James Lawton: The Olympics is a place for serious football, not a David Beckham-Ryan Giggs sideshow

The Welshman has never sought cheap acclaim so why this wish to join a publicity jamboree?

Five years ago, at a mere 33, Ryan Giggs turned his back on international football, a prudent decision, most agreed, by someone wishing to extend his career with Manchester United. But now that he wants to join David Beckham in Great Britain's Olympic team, is it too much to hope that he will be effectively discouraged?

The answer appears to be yes. We know well enough that it would take rather more than a detachment of the Household Cavalry to keep Beckham out of the London limelight, but if Giggs' enthusiasm is rather more of a surprise it too carries a certain inevitability.

This is unfortunate because until now Giggs has, in his public life at least, generally walked a brilliant line between the often stunning relevance and relentlessness of his play and his sober and professional reaction to it.

Giggs has never sought out cheap acclaim – and still less football that wasn't immersed in the highest competitive standards.

If he struggled last spring in the Champions League final with Barcelona, he could claim that he was operating at the highest professional level. More recently, he was a powerful voice demanding heightened commitment from his United team-mates in what he perceived to be a breakdown of old standards. He was an old pro fighting to stay on the hardest edge of competition.

It is something that cannot be said for his willingness to join in a publicity jamboree with his former United team-mate, one with no greater meaning than how, very loosely, it used to be.

Ten years ago Giggs-Beckham might have carried a still vibrant resonance. In the London Olympics it will be no more than a played-out, garish sideshow, in an enterprise that has always been, you have to suspect, seen more for its box-office potential than any authentic contribution to the growth of the game in these islands.

To believe this is not automatically to downgrade the place of football in the Olympics. Some say that any sport which cannot claim that the Summer Games offer the highest possible reward to the participants should not be involved.

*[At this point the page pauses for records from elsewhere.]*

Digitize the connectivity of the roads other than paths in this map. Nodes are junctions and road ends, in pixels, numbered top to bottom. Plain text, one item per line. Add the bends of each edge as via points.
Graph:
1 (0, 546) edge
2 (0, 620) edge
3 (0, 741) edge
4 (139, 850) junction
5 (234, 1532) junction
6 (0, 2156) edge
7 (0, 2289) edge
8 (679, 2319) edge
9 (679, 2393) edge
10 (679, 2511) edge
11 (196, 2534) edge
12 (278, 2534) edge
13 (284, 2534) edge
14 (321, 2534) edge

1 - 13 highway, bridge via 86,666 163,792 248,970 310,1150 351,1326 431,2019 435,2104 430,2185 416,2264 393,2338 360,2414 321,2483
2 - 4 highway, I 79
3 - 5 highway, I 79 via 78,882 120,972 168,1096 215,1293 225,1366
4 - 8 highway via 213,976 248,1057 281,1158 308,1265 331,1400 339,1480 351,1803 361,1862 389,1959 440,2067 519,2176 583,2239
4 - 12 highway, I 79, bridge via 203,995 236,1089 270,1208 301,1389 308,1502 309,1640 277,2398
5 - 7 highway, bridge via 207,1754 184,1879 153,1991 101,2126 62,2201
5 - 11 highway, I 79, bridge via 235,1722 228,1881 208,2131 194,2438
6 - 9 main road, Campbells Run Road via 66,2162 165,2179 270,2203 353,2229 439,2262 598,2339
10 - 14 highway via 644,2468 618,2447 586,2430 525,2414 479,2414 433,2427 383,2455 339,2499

Yet when you look at the history of Olympic football you see more than a little substance. Decades before the arrival of the World Cup a gold medal was indeed a supreme reward.

For the most competitive football nations the Olympics have remained a significant point of development. The gold medallists in Beijing and Athens were Argentina. In 1992, in Barcelona, Spain had their first taste of being champions. Uruguay, little Uruguay, signalled their stunning achievements on the world stage with Olympic success. The sublime Hungarians won gold twice.

And from Great Britain, the unformed team which Giggs and Beckham would so profoundly dominate in a swirl of headlines? There is nothing since the early years of the last century – when the Spanish were, for one example, learning the game from imported British mining officials and gentleman coaches.

Olympic regulations permit three over 23-players. The idea is to stiffen a new generation of new talent. It is not to hawk tickets – or refresh old memories

Giggs says that he wants to turn back the years and he tells us: "I don't think it will be like 20 years ago when we were both up and down. We might be able to get up but we will not be able to get back down again. Becks is a friend and he's a great player and still remains that, so if this was to be, it would be great. Obviously, I started my career with Becks in the youth team. Twenty years later, to be still doing that would be great."

Yes, but for whom? Beckham has already denied vigorously claims that his form in the American MLS, and not least when the GB coach Stuart Pearce made the transatlantic trip to take a look, simply cannot justify his inclusion in an international competition which is taken seriously by most of the football nations.

Giggs, after making some significant contributions to a gruelling season with United, has less difficulty in repulsing the celebrity charge but he is still in some danger of being found guilty of considerable self-indulgence.

The Olympics, in whatever discipline you care to mention, is supposed to be about a peak of performance, a reward for years of striving. It is not an optional extra at the end of a career suffused with glory, and in the case of Giggs one that has the evidence of 12 Premier League titles, four FA Cups, four League Cups and two Champions League medals.

He says it would be nice to enjoy the experience of competing in a major international tournament that was denied him before he decided he had as many Welsh caps as he wanted. No doubt it would be a pleasant stroll into the past with an old team-mate. He could also, like Becks, call himself an Olympian and, who knows, that may never have a hollow ring.